Acariciado sutilmente
tras los cristales tamizados de polvo de la venta por los primeros rayos que
asomaban entre las montañas, protegido del frío que en oleadas estrellaba su
furia gélida en aquella cristalera sucia, en ese momento en el que el día y la
noche se confunden y se entregan a la disputa incruenta por el triunfo, en el
que los olores son limpios y puros y uno no sabe todavía que dirección tomar,
la del día que aclara poco a poco o la de la noche que se bate en retirada, estaba
seguro que todos los allí reunidos exhalaban todas las miserias y falsedades
que les atenazaban al estar, como el tiempo, en ese momento en que solamente un
hilo separa el mundo de la luz del mundo de la oscuridad, ese limbo vital que
moviliza y mezcla nuestros instintos más animales.
Y allí, inmerso en sus pensamientos,
atrapado por la ensoñación onírica de un tiempo imperfecto, ese tiempo que
nunca ofrece una realidad cierta sino una inexistencia en forma de quimera,
constató que uno nunca conoce la verdad de las cosas, la verdad de cada una de
las situaciones que le toca vivir, de las vidas de los que le rodean, por mucho
que uno se esfuerce por satisfacer ese derecho ético y aquéllos que le rodean
sea íntimos o cercanos. Uno solamente conoce la verdad mentirosa que no se
esconde tras las apariencias, que no se oculta tras las máscaras carnavalescas
del artificio y de la simulación, la verdad imaginaria de las distintas
situaciones de la vida.
Se dio cuenta que su vida, al igual
que las vidas de los demás, se parecen en gran medida, incluso parecen estar
contenidas, en esos libros móviles o desplegables, con ilustraciones sorpresa,
que nos acercan distintos escenarios donde completar nuestro discurrir
cotidiano. Pasamos páginas y páginas teniendo y viviendo la obscena sensación
de tener marcado el guión. Leemos en la hoja de la izquierda lo que vamos a
representar en ese escenario que se abre ante nuestros ojos en la hoja de la
derecha, o al revés. Actuamos como autómatas que responden, cual Siris de voz
metálica, a unos parámetros introducidos de antemano, elaborados a partir de la
estadística que nos ha medido antes, de la cabalística manipulación social del
buen simio.
¿Pero qué hacer cuando ya se ha
interpretado más de la mitad de las escenas visuales del cuento…chino? ¿Qué
hacer cuando al pasar la página descubrimos que el artefacto que despliega
nuestra siguiente escena se ha quebrado? ¿Olvidar? ¿Desechar ese trozo de vida
aún cuando quedemos amputados a falta de un pedazo de nosotros mismos?
Allí estaba él intentando desplegar
los libros de la sustantividad de quienes le había acompañado tantos años sin
más conocimiento que la casualidad que allí los había reunido. Pero se daba
cuenta que necesitaba encajar en aquella larga escena de coleccionables de
biblioteca temática, abrir su página y vivir, morir, cerrar ese capítulo y
avanzar hacia otra página, quizás distinta, quizás mejor, o pero ¡quién sabe!
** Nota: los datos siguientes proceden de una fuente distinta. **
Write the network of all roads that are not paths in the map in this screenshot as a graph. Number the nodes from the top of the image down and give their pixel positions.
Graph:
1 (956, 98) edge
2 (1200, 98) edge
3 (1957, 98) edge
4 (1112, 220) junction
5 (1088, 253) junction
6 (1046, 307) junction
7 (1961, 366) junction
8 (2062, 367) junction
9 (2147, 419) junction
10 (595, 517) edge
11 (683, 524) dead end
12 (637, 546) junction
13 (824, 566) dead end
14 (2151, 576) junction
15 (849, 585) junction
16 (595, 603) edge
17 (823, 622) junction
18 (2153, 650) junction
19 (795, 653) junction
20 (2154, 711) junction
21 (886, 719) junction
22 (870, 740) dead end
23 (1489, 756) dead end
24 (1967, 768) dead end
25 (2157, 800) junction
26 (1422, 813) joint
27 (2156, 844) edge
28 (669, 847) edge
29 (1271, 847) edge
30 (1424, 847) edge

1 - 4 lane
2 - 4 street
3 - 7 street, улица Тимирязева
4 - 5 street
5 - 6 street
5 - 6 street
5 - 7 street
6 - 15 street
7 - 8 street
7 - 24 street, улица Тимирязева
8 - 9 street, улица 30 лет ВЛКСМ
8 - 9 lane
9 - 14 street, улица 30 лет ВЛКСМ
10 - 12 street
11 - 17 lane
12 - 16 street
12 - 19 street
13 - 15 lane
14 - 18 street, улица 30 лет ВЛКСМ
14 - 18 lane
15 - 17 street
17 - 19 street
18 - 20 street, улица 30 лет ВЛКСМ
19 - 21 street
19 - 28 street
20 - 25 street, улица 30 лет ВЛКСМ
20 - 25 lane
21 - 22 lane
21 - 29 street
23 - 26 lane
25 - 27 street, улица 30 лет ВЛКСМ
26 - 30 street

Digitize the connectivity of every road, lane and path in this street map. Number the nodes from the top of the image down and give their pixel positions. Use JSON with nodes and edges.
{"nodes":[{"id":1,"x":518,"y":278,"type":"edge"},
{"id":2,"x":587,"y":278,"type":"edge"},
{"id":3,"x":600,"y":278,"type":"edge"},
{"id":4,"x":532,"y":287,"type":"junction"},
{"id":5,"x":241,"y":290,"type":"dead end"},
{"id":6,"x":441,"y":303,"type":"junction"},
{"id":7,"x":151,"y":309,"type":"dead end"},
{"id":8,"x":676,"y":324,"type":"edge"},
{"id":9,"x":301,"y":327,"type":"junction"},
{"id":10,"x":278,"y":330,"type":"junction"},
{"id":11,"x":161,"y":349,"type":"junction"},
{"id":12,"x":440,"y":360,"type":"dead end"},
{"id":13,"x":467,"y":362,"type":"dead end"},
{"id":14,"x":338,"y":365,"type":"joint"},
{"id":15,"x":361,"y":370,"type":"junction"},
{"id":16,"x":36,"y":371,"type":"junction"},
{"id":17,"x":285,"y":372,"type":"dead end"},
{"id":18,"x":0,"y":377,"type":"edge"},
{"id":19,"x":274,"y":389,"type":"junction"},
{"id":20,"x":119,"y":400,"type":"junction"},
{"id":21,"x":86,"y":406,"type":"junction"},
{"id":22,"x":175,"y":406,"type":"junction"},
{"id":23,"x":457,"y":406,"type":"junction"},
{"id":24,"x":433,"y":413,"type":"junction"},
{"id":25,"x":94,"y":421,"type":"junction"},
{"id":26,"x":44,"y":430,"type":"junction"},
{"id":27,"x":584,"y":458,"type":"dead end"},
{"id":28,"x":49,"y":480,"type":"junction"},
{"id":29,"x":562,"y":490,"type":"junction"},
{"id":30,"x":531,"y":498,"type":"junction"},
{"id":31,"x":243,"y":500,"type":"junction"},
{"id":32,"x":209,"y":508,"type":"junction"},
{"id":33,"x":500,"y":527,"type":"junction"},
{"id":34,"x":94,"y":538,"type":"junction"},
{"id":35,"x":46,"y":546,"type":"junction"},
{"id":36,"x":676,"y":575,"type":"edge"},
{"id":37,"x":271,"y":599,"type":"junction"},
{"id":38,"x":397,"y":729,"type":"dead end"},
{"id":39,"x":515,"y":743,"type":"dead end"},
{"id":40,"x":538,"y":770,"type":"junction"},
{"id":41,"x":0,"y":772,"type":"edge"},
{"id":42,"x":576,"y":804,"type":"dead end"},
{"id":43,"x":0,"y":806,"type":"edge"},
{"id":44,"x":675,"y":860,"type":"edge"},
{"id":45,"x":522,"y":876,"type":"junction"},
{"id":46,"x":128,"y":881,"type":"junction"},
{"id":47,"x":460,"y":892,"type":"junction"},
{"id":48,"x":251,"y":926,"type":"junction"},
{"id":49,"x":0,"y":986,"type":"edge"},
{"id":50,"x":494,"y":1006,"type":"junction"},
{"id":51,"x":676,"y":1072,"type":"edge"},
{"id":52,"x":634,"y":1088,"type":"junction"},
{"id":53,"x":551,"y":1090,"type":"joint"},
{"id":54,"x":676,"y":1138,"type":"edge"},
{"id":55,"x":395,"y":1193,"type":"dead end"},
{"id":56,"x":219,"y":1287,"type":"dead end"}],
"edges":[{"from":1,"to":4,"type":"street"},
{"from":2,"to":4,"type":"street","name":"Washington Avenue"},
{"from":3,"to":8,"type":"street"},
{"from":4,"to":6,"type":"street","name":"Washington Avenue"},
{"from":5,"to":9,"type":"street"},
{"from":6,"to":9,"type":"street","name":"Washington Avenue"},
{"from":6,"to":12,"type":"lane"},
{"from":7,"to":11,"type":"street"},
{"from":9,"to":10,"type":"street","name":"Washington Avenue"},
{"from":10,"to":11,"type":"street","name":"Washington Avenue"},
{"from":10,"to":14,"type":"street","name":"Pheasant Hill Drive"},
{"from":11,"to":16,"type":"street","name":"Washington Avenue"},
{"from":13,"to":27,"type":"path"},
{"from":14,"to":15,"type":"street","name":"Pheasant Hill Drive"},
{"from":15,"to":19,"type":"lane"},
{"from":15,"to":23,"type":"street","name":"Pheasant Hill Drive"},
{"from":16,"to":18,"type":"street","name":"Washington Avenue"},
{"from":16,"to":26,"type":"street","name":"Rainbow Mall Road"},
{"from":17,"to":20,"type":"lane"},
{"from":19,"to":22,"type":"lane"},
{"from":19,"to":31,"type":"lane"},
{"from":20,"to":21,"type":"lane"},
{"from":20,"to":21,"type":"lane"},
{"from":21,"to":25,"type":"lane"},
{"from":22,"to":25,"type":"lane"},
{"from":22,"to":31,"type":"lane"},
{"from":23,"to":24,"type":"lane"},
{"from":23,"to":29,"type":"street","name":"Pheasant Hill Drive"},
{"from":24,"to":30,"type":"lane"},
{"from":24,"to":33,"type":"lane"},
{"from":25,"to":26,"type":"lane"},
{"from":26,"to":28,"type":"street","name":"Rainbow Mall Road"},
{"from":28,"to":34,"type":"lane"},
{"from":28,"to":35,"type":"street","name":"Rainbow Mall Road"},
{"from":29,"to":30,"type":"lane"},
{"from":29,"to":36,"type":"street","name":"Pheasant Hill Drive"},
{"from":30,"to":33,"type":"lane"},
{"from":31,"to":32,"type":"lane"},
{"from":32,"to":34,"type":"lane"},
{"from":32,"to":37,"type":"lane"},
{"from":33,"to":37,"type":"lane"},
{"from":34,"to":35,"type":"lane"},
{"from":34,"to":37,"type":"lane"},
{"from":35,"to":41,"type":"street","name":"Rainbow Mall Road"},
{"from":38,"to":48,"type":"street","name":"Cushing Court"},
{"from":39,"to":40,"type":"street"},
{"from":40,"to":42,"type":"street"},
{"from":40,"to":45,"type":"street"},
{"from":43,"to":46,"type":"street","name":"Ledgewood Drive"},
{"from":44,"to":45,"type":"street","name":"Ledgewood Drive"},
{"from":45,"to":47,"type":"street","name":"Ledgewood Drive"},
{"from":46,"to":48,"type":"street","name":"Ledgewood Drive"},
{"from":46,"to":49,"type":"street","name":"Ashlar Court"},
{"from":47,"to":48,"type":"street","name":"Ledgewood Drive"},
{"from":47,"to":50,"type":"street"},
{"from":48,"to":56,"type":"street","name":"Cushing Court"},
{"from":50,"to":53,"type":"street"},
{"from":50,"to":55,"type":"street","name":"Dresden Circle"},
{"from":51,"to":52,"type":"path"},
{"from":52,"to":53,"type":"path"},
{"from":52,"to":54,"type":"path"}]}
Siempre se había preguntado si al desplegar un fragmento propio de su escena no
se cerraría sin querer cualquier fragmento que, perteneciendo a otro, posea
otros personajes distintos del principal hasta ese momento: él. Representamos
de pronto otra escena cerrando una vida y un spin off se nos pierde en la
memoria adquiriendo su propia voluntad y
pasamos a ser en ese nuevo artificio que no nos pertenece como el actor
secundario Bob. De una obra salen infinitas posibilidades, infinitas secuelas.
Algunas fracasarán, pero de lo que no cabe duda es que su recorrido borrará la
memoria y el recuerdo del origen. Un origen que pasará de puntillas en
cualquier conversación o situación, terminando por quedar olvidado, presa del
ostracismo, en los estantes de un recuerdo lejano, confuso y perdido.
Uno a uno fue cerrando cada uno de
los libros abiertos en su memoria selectiva, reminiscencia de un pasado muchas
veces releído. El tibio sol de media mañana incitaba a un nuevo proyecto. La obra
coral celebrada hasta ese momento llegaba a su fin y cada uno de los personajes
que hasta ese instante la habían sustentado sobre el escenario de una vida,
estaban dando lugar a nuevas secuelas, cada uno la propia, en la que se convertirían
en personajes principales. Unas cercanas, otras lejanas, tanto físicamente como
emocionalmente, donde solamente el hilo conductor del recuerdo del espectador
tenía la clave que pudiera evocar que una vez pisaron el mismo escenario.
Era un buen momento para deslizarse ladera abajo y vivir
al completo su nueva narración. Era la verdad que estaba buscando desde hacia
tiempo, no la realidad, sino su verdad.